Chapter 36 - You dumbass

2.9K 378 831
                                    

- Czy mógłbym prosić o spotkanie z Clay'em? Coś jest nie tak z moim kolczykiem, a wcześniej już u niego byłem w jego sprawie. - spytał cicho brunet, patrząc na innego pracownika, z błaganiem w oczach.


Co jednak sprawiło, że po niecałych trzech dniach już wracał do tego salonu, gdzie de facto wszystko zakończył?


Brunet usiadł na kanapie, kładąc telefon na poduszce obok siebie, obecnie próbował ponownie dodzwonić się do swojej przyjaciółki, aby ustalić jeszcze ostatnie rzeczy związane z jego przyjazdem do niej. Od skończenia relacji z Clay'em minęły trzy dni, a on już za nim tęsknił, oraz zastanawiał się, jak sobie radził blondyn.

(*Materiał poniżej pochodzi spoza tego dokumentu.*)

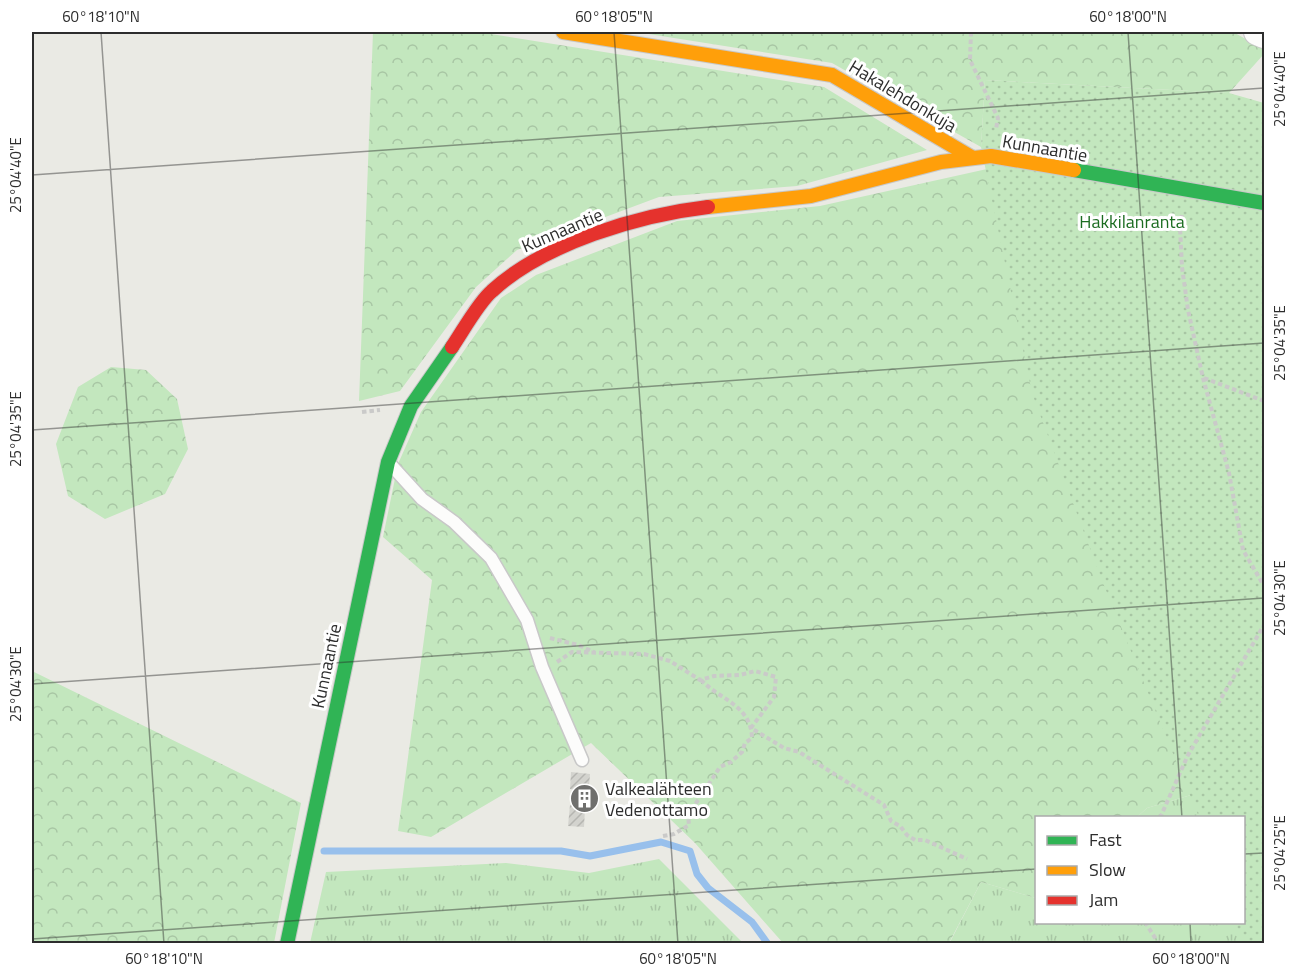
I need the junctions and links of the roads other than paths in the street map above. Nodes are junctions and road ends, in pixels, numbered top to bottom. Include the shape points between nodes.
1 (563, 32) edge
2 (1257, 32) edge
3 (1264, 35) edge
4 (973, 158) junction
5 (1264, 203) edge
6 (388, 462) junction
7 (582, 760) dead end
8 (287, 944) edge

1 - 4 street, Hakalehdonkuja via 832,75
2 - 3 street
4 - 5 street, Kunnaantie via 991,156
4 - 6 street, Kunnaantie via 941,162 811,196 655,215 602,231 527,263 490,292 411,406
6 - 7 lane via 422,499 491,558 527,620 542,667
6 - 8 street, Kunnaantie

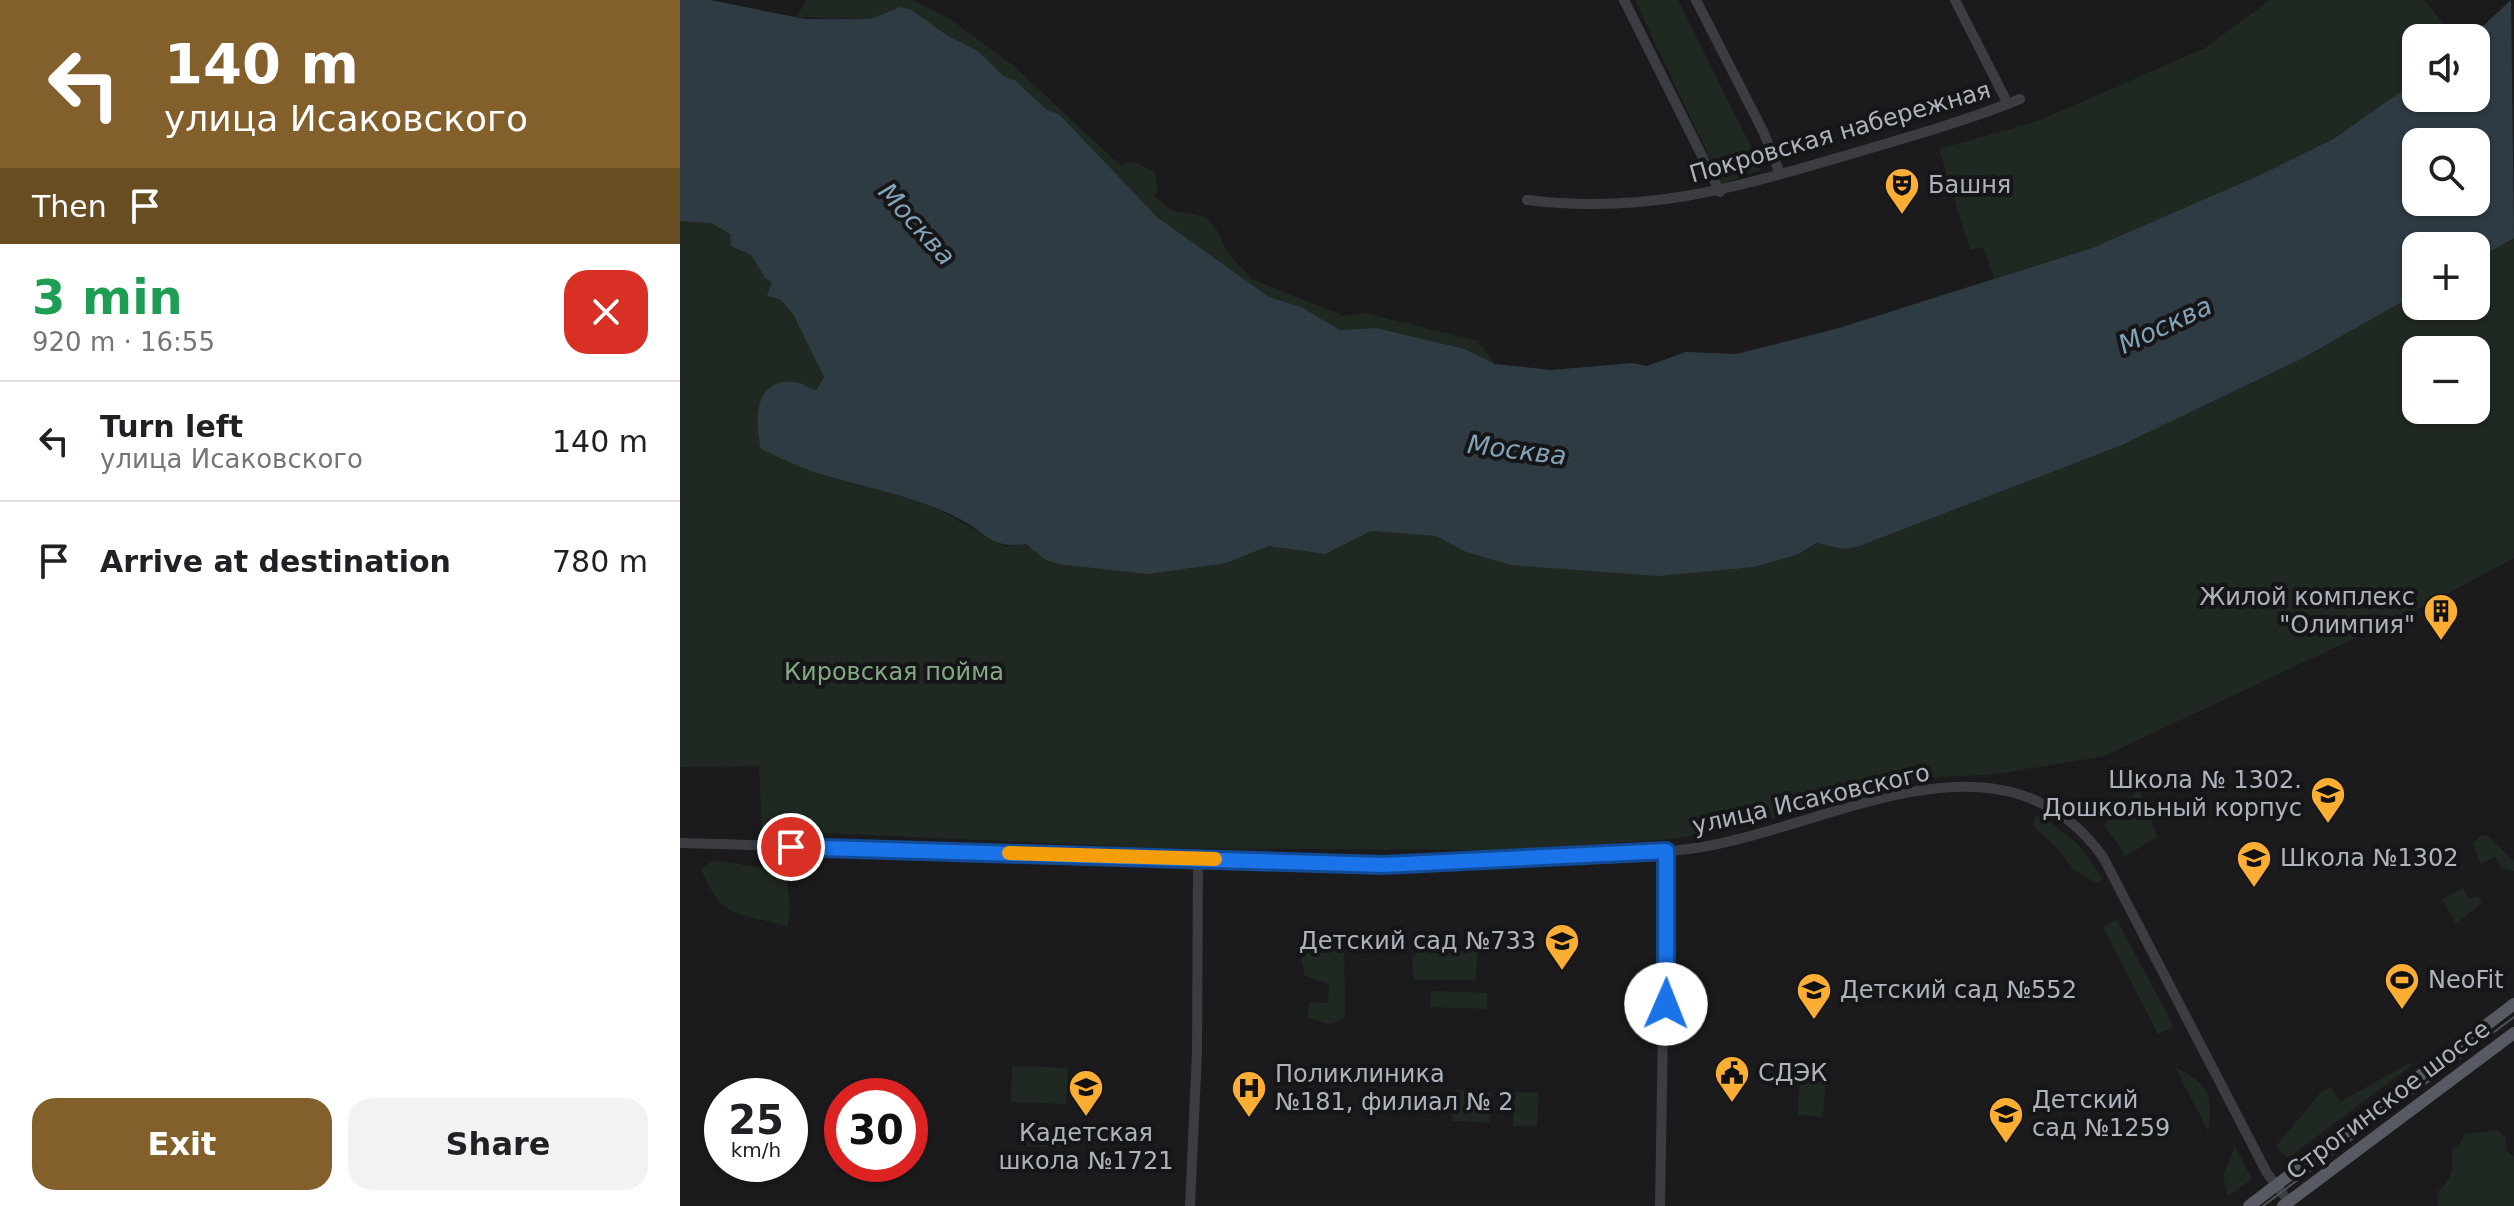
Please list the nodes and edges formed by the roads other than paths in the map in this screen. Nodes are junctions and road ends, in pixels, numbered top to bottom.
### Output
1 (1624, 0) edge
2 (1696, 0) edge
3 (1955, 0) edge
4 (2020, 99) dead end
5 (2008, 104) junction
6 (1780, 174) junction
7 (1720, 192) junction
8 (1527, 200) dead end
9 (680, 843) edge
10 (1666, 851) junction
11 (1198, 858) junction
12 (2514, 1004) edge
13 (2514, 1033) edge
14 (2277, 1186) junction
15 (2286, 1204) edge
16 (1190, 1206) edge
17 (1660, 1206) edge
18 (2249, 1206) edge

1 - 7 street
2 - 6 street
3 - 5 street
4 - 5 street, Покровская набережная
5 - 6 street, Покровская набережная
6 - 7 street, Покровская набережная
7 - 8 street, Покровская набережная
9 - 11 street, улица Исаковского
10 - 11 street, улица Исаковского
10 - 14 street, улица Исаковского
10 - 17 street
11 - 16 street
12 - 14 main road, Строгинское шоссе
13 - 15 main road, Строгинское шоссе
14 - 15 street, улица Исаковского
14 - 18 main road, Строгинское шоссе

Zapomniał już o nim i zaczął szukać innego ukochanego lub ukochanej, a może tak jak on nie potrafi wyjść z domu przez ogarniający go smutek i żal?

- Halo? - odezwał się znajomy głos w słuchawce, który oderwał bruneta z jego przemyśleń.

- Hej, chciałem porozmawiać o szczegółach mojego przyjazdu. - powiedział, biorąc do dłoni kubek z wcześniej zrobionym przez siebie napojem.

- Przygotowałam dla was podwójny materac, więc powinniście się razem zmieścić. - odpowiedziała dziewczyna, na co brunet zmarszczył lekko brwi. Was?

- Was? Przyjeżdżam do ciebie sam. - powiedział, na co po drugiej stronie powstała chwilowa cisza.

- Nie przyjeżdżasz ze swoim mężem, abym w końcu go poznała? - spytała zdziwiona dziewczyna, na co brunet oparł głowę na oparciu siedzenia, na którym obecnie siedział.

- Nie jesteśmy małżeństwem od trzech dni. - odpowiedział, na co dziewczyna widocznie zdziwiona krzyknęła coś niezrozumiałego w słuchawkę.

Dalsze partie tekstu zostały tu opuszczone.